Source data
----------------

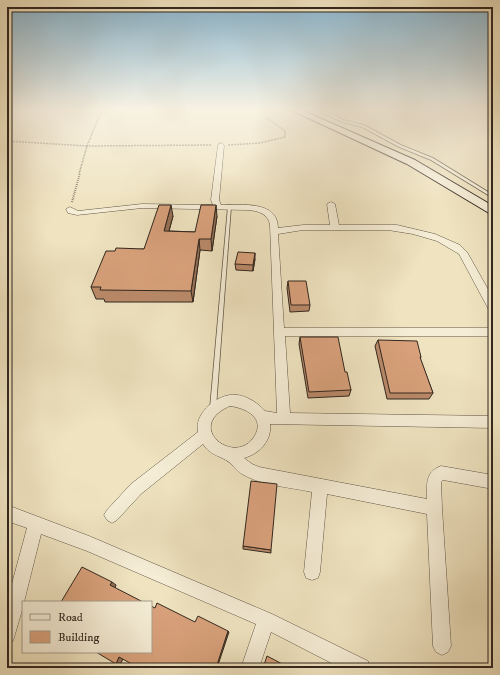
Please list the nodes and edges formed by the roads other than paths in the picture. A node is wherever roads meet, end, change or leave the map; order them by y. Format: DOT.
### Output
graph roads {
  1 [pos="363,140"];
  2 [pos="390,140"];
  3 [pos="221,145"];
  4 [pos="493,197"];
  5 [pos="331,204"];
  6 [pos="218,207"];
  7 [pos="229,207"];
  8 [pos="70,209"];
  9 [pos="493,211"];
  10 [pos="335,227"];
  11 [pos="274,233"];
  12 [pos="493,307"];
  13 [pos="279,332"];
  14 [pos="493,332"];
  15 [pos="212,409"];
  16 [pos="262,417"];
  17 [pos="284,420"];
  18 [pos="493,422"];
  19 [pos="205,435"];
  20 [pos="232,455"];
  21 [pos="493,482"];
  22 [pos="320,486"];
  23 [pos="434,508"];
  24 [pos="7,513"];
  25 [pos="112,515"];
  26 [pos="36,524"];
  27 [pos="312,572"];
  28 [pos="266,620"];
  29 [pos="7,635"];
  30 [pos="442,646"];
  31 [pos="250,668"];
  32 [pos="361,668"];
  1 -- 9 [label="main road"];
  2 -- 4 [label="lane"];
  3 -- 6 [label="street"];
  5 -- 10 [label="street"];
  6 -- 7 [label="street"];
  6 -- 8 [label="street"];
  7 -- 11 [label="street"];
  7 -- 15 [label="lane"];
  10 -- 11 [label="street"];
  10 -- 12 [label="street"];
  11 -- 13 [label="street"];
  13 -- 14 [label="street"];
  13 -- 17 [label="street"];
  15 -- 16 [label="street"];
  15 -- 19 [label="street"];
  16 -- 17 [label="street"];
  16 -- 20 [label="street"];
  17 -- 18 [label="street"];
  19 -- 20 [label="street"];
  19 -- 25 [label="street"];
  20 -- 22 [label="street"];
  21 -- 23 [label="street"];
  22 -- 23 [label="street"];
  22 -- 27 [label="street"];
  23 -- 30 [label="street"];
  24 -- 26 [label="street"];
  26 -- 28 [label="street"];
  26 -- 29 [label="street"];
  28 -- 31 [label="street"];
  28 -- 32 [label="street"];
}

----------------

- **Work instructions**
What is needed is every line of the records that contains the word "roads".

- **Response to this task**
Please list the nodes and edges formed by the roads other than paths in the picture. A node is wherever roads meet, end, change or leave the map; order them by y. Format: DOT.
graph roads {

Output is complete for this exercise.